Probably the worst car was something my family was once given. You see, my dad was in the Merchant Navy during the war and his best friend was invalided out. When he died he left his invalid carriage to my dad in his will.

Obviously he didn't have any use for it, but as a teenager I desperately wanted a go-kart and this was the next best thing. So my dad converted it for me to hare around in. It was a dreadful looking thing and not really much of a car. The worst experience I ever had was being attacked by someone who was disabled. They reckoned that by driving around in it I was taking the Michael. It was the furthest thing from my mind, but I had to wait a good few years before getting hold of a car that wouldn't cause offence.

How wrong I was about that. The Austin A35 I acquired to get me to and from college was perhaps the most offensively ugly thing I've ever seen. The proportions just seemed to be all wrong. For me, it didn't have any redeeming features whatsoever.

In fact it proved to be extremely reliable, and the only problems were self-inflicted.

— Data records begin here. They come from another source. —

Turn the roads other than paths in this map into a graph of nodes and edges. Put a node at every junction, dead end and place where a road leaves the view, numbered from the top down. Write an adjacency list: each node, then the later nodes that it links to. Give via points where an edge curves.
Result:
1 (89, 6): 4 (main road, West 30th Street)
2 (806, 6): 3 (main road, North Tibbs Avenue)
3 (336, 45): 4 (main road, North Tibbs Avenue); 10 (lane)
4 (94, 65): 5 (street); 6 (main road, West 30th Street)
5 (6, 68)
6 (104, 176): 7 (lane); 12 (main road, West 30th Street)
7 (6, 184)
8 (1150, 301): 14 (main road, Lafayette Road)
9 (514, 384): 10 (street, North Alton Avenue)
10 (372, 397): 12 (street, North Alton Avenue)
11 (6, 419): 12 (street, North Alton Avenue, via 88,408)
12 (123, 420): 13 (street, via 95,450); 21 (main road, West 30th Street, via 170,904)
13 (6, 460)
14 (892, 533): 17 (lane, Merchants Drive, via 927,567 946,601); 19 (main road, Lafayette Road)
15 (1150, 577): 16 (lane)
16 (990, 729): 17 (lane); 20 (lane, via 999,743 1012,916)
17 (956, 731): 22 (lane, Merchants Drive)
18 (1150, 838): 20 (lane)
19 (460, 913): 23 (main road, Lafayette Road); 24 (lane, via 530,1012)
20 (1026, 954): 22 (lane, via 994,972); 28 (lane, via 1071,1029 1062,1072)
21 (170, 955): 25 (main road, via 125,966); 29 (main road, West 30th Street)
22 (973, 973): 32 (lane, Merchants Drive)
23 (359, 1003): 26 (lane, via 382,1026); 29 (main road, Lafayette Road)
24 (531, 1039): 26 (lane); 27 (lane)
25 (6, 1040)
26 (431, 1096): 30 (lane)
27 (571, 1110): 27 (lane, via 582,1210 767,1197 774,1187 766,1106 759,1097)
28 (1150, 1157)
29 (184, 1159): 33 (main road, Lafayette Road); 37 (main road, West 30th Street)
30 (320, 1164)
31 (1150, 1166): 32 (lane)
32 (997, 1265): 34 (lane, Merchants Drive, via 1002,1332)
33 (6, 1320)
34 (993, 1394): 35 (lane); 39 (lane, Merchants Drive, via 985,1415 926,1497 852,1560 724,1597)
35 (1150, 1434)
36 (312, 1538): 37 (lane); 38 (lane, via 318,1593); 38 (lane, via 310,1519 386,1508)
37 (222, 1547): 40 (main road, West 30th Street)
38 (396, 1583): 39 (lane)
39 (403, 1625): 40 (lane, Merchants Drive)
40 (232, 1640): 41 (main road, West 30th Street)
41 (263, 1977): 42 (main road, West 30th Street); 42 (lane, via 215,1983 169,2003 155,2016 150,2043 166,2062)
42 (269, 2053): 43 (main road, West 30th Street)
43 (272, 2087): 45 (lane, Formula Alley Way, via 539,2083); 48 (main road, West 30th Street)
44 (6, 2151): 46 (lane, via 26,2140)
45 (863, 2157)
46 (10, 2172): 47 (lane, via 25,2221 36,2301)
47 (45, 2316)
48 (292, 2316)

On one occasion I remember ducking out of college early with 11 friends. Incredibly, we all managed to cram into the car, and sped out of Crawley at 60mph. It was amazing that none of us was killed, especially when there was a loud bang from the back - the leaf springs on the rear suspension had broken in half.

That A35 had to go, but I didn't see how anyone could be tempted to buy such an ugly car. It might have been reliable but it was creaky, noisy and old. Then I was given some very good advice. First take some bed- sheets and soak them in water, then remove every interior panel. Stretch the material over all the metalwork, let them all dry and then replace the panels. For a week, you will have a car as quiet and rattle-free as a Rolls-Royce.

I was also told to put sawdust into the gearbox to quieten it down, so I did that too. For about a week that A35 was a brilliant buy. After that, it most probably fell apart.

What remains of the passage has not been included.